One of the best features to growing up in the Canal Zone was our exposure to world shipping. We got to see the little ones, the big ones, the famous and infamous. Let me share memories of a few of them that passed through my young life.

My first was the most frightening for a four year old when my Dad took me aboard the U.S.S.Langley which was the first aircraft carrier in the US Navy. We popped out on to the flight deck and I froze in terror for we were on this huge flat wooden expanse that was totally devoid of anything. No housings,no funnels and no railings and if the wind blew we would be gone over the side and the fall looked like it would be forever. Sheer terror to not have any of the normal appendages that offer security to a little boy. Normalcy only returned when my feet were once more on the pier.

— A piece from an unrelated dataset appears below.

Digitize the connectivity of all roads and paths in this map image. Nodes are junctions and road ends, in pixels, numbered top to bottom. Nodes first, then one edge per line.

Some years later, in 1937 I believe, the Japanese Navy sent their Naval Academy Cadets through the Canal in two very ancient coal burning cruisers that had been captured from the Russians in 1904. My sister and I eagerly looked forward to being able to go aboard these strange relics at the docks in Balboa. Upon arrival at the ships gangway my Dad paused to read a very prominent sign of instruction for visitors. To one side of the notice was a large portable trough filled with some orange colored liquid and to the other side was a wooden sentry booth at the start of the gangway. The sign ruled that to board each person must either wash their hands or feet in the trough and then bow to the sentry standing in the opening of the sentry booth. That tore it for with a string of colorful adjectives describing the Sons of Nippon our Dad marched us off the pier and all we got to see were some Bonsai Trees visible in the rooms below through the open portholes.

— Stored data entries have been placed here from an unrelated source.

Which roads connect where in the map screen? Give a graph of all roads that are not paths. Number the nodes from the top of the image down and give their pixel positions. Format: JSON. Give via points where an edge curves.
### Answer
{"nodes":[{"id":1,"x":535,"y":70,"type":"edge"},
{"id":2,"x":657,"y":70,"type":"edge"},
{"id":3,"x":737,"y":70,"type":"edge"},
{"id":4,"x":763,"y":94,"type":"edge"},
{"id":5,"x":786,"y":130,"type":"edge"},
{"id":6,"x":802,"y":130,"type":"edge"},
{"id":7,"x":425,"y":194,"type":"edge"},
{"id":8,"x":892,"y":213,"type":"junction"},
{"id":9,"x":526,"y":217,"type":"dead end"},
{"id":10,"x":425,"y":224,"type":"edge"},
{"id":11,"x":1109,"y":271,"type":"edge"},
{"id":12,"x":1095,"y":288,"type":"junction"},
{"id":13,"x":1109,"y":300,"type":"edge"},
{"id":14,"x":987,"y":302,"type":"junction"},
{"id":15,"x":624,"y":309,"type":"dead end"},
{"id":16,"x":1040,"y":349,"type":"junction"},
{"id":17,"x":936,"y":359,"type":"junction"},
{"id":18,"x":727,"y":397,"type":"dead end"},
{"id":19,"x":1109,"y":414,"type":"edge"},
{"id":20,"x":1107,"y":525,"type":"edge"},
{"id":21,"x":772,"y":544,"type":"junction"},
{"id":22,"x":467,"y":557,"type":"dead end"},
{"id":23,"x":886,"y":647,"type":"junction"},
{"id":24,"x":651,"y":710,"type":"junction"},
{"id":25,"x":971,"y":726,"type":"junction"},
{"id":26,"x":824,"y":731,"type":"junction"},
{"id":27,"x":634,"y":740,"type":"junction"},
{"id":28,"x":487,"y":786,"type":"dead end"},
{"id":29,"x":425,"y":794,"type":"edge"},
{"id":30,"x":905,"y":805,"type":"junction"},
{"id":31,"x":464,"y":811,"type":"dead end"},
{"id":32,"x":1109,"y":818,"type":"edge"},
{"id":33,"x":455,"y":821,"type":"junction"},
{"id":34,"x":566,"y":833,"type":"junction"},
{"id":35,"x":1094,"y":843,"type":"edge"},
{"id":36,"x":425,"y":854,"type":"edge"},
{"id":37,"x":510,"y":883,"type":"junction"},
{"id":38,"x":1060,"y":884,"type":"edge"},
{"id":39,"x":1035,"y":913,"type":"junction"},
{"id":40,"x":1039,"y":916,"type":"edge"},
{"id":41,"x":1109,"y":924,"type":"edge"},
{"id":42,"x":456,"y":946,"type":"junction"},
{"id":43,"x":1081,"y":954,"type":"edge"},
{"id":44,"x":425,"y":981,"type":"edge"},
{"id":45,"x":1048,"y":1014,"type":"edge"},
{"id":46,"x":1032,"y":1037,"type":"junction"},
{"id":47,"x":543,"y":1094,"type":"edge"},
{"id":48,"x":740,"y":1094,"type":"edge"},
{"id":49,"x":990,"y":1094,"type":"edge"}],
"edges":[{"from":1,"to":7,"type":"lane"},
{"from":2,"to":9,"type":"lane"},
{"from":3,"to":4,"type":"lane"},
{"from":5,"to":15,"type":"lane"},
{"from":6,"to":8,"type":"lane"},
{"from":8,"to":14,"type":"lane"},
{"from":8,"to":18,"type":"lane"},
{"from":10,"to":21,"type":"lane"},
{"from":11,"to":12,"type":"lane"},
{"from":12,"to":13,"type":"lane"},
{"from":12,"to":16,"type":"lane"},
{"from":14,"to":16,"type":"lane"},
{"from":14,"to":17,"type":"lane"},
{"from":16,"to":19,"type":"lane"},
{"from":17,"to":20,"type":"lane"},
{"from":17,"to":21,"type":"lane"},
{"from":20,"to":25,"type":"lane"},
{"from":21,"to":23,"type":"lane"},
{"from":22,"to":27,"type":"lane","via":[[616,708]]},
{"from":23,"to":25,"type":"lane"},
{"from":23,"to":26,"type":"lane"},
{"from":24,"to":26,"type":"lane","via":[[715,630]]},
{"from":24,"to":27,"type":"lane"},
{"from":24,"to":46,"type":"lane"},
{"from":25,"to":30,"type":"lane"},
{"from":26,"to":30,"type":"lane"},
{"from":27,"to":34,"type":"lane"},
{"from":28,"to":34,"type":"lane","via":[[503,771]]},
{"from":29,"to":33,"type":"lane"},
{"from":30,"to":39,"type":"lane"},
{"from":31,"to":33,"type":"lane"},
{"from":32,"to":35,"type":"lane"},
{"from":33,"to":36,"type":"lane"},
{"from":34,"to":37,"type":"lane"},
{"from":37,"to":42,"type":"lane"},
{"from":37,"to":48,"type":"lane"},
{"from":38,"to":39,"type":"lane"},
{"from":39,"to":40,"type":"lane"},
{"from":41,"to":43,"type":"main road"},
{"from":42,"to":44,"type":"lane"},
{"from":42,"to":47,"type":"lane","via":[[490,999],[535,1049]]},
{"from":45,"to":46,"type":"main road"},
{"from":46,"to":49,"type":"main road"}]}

In 1939 we were again all exited with the news that the German Liner "Bremen" was to arrive and transit the Canal as the largest passenger ship to do so as of that date. On the day it docked I went down to the pier and walked down it's huge side gawking at the size of it. I had been told that boarding was by invitation for VIPs only and so was reconciled to only a pier side view. Suddenly a voice called out my name and there standing in the line of VIPs waiting for boarding to begin was my classmate and friend,Kevin Corrigan,the son of the American Ambassador to Panama. I walked over to speak to Kevin and remarked how lucky he was to be going aboard. At that Ambassador Corrigan asked me if I would like to go aboard with Kevin and of course I replied that I sure would like to. Now I must explain the picture that this scene presented for Kevin and family were dressed in their best and I looked like an urchin in comparison with old shorts,faded shirt and dirty sneakers on my feet.

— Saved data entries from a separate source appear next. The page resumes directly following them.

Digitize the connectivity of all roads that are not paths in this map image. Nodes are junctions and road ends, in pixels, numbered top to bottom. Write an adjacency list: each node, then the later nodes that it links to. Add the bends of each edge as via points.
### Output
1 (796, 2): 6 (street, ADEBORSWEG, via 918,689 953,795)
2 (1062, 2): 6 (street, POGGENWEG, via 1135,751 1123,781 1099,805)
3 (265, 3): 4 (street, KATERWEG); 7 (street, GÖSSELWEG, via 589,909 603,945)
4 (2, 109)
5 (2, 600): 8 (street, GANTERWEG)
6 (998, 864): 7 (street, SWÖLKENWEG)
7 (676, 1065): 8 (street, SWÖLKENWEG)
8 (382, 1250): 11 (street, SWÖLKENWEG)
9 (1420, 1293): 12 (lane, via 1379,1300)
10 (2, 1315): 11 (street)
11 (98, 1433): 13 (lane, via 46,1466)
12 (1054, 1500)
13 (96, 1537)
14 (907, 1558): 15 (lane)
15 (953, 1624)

With the Ambassadors comment that I was now his son we boarded the great ship where a ships officer was collecting the VIPs credentials. With an astonished look the officer asked the Ambassador if all of this was his family. The answer was a snapped out,"Yes it is", The Germans eyebrows went up as he accepted that declaration and passed us on. Visitors were grouped together to tour with an officer in charge of each group but Kevin and I ducked down a hall coming to an elevator. The operator was a teenage crewmember who told us we could see the swimming pool by taking the elevator down. He spoke fairly good English and with pride took us below to see the pool. On the way back up we tried to pump him as to what he thought of Hitler. He stammered and blushed but would only say he thought Hitler was OK.

At the top when we exited the elevator a ships officer was waiting with a red face and fire in his eyes as he chewed out the elevator boy in very angry German. We didn't understand the words but did get the meaning and we had seen the Bremen on our own. We did feel remorse for the boy with the elevator and wondered if he did brig time.